__WHAT TO DO__:
Transcribe every record as it stands and set the images aside.

[GIVEN RECORDS Boundary: Start]

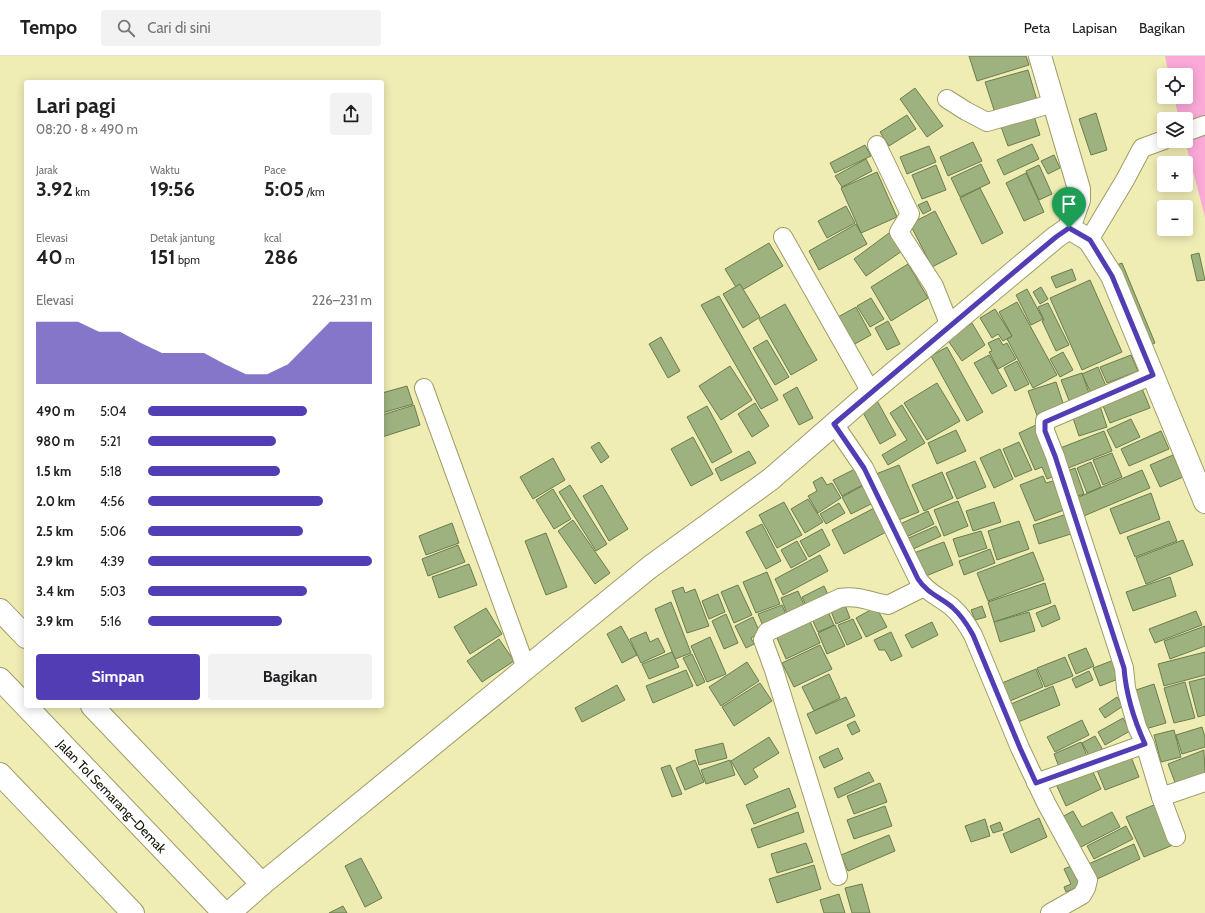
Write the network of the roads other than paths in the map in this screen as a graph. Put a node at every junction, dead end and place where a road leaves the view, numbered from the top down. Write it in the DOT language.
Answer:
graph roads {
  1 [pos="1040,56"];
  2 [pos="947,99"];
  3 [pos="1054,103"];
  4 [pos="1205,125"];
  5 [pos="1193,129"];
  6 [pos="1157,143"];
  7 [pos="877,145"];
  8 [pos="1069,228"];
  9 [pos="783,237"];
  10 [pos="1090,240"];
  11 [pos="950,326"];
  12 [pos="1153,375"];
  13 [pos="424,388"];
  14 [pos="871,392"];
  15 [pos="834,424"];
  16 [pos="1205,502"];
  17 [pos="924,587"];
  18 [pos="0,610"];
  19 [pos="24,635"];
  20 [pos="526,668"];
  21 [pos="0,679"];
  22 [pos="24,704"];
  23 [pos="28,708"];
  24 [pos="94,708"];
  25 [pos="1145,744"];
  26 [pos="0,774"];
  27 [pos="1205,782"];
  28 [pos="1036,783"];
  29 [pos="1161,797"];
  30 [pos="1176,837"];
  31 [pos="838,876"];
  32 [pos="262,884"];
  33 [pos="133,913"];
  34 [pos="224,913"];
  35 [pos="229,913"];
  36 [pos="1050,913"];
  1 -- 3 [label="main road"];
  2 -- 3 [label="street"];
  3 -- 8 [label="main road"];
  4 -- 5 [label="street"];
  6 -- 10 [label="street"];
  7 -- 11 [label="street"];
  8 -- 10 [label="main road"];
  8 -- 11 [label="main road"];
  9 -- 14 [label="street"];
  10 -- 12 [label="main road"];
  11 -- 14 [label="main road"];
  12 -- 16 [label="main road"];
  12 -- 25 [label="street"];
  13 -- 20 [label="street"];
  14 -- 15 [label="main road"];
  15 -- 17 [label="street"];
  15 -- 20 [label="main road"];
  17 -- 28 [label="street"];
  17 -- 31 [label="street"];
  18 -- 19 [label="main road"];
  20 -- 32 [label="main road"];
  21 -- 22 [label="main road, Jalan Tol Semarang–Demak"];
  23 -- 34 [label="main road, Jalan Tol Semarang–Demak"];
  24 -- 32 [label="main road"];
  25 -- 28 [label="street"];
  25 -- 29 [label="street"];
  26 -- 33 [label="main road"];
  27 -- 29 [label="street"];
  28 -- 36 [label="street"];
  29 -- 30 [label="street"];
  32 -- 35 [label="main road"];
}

[GIVEN RECORDS Boundary: End]

__OUTPUT__:
Write the network of the roads other than paths in the map in this screen as a graph. Put a node at every junction, dead end and place where a road leaves the view, numbered from the top down. Write it in the DOT language.
Answer:
graph roads {
  1 [pos="1040,56"];
  2 [pos="947,99"];
  3 [pos="1054,103"];
  4 [pos="1205,125"];
  5 [pos="1193,129"];
  6 [pos="1157,143"];
  7 [pos="877,145"];
  8 [pos="1069,228"];
  9 [pos="783,237"];
  10 [pos="1090,240"];
  11 [pos="950,326"];
  12 [pos="1153,375"];
  13 [pos="424,388"];
  14 [pos="871,392"];
  15 [pos="834,424"];
  16 [pos="1205,502"];
  17 [pos="924,587"];
  18 [pos="0,610"];
  19 [pos="24,635"];
  20 [pos="526,668"];
  21 [pos="0,679"];
  22 [pos="24,704"];
  23 [pos="28,708"];
  24 [pos="94,708"];
  25 [pos="1145,744"];
  26 [pos="0,774"];
  27 [pos="1205,782"];
  28 [pos="1036,783"];
  29 [pos="1161,797"];
  30 [pos="1176,837"];
  31 [pos="838,876"];
  32 [pos="262,884"];
  33 [pos="133,913"];
  34 [pos="224,913"];
  35 [pos="229,913"];
  36 [pos="1050,913"];
  1 -- 3 [label="main road"];
  2 -- 3 [label="street"];
  3 -- 8 [label="main road"];
  4 -- 5 [label="street"];
  6 -- 10 [label="street"];
  7 -- 11 [label="street"];
  8 -- 10 [label="main road"];
  8 -- 11 [label="main road"];
  9 -- 14 [label="street"];
  10 -- 12 [label="main road"];
  11 -- 14 [label="main road"];
  12 -- 16 [label="main road"];
  12 -- 25 [label="street"];
  13 -- 20 [label="street"];
  14 -- 15 [label="main road"];
  15 -- 17 [label="street"];
  15 -- 20 [label="main road"];
  17 -- 28 [label="street"];
  17 -- 31 [label="street"];
  18 -- 19 [label="main road"];
  20 -- 32 [label="main road"];
  21 -- 22 [label="main road, Jalan Tol Semarang–Demak"];
  23 -- 34 [label="main road, Jalan Tol Semarang–Demak"];
  24 -- 32 [label="main road"];
  25 -- 28 [label="street"];
  25 -- 29 [label="street"];
  26 -- 33 [label="main road"];
  27 -- 29 [label="street"];
  28 -- 36 [label="street"];
  29 -- 30 [label="street"];
  32 -- 35 [label="main road"];
}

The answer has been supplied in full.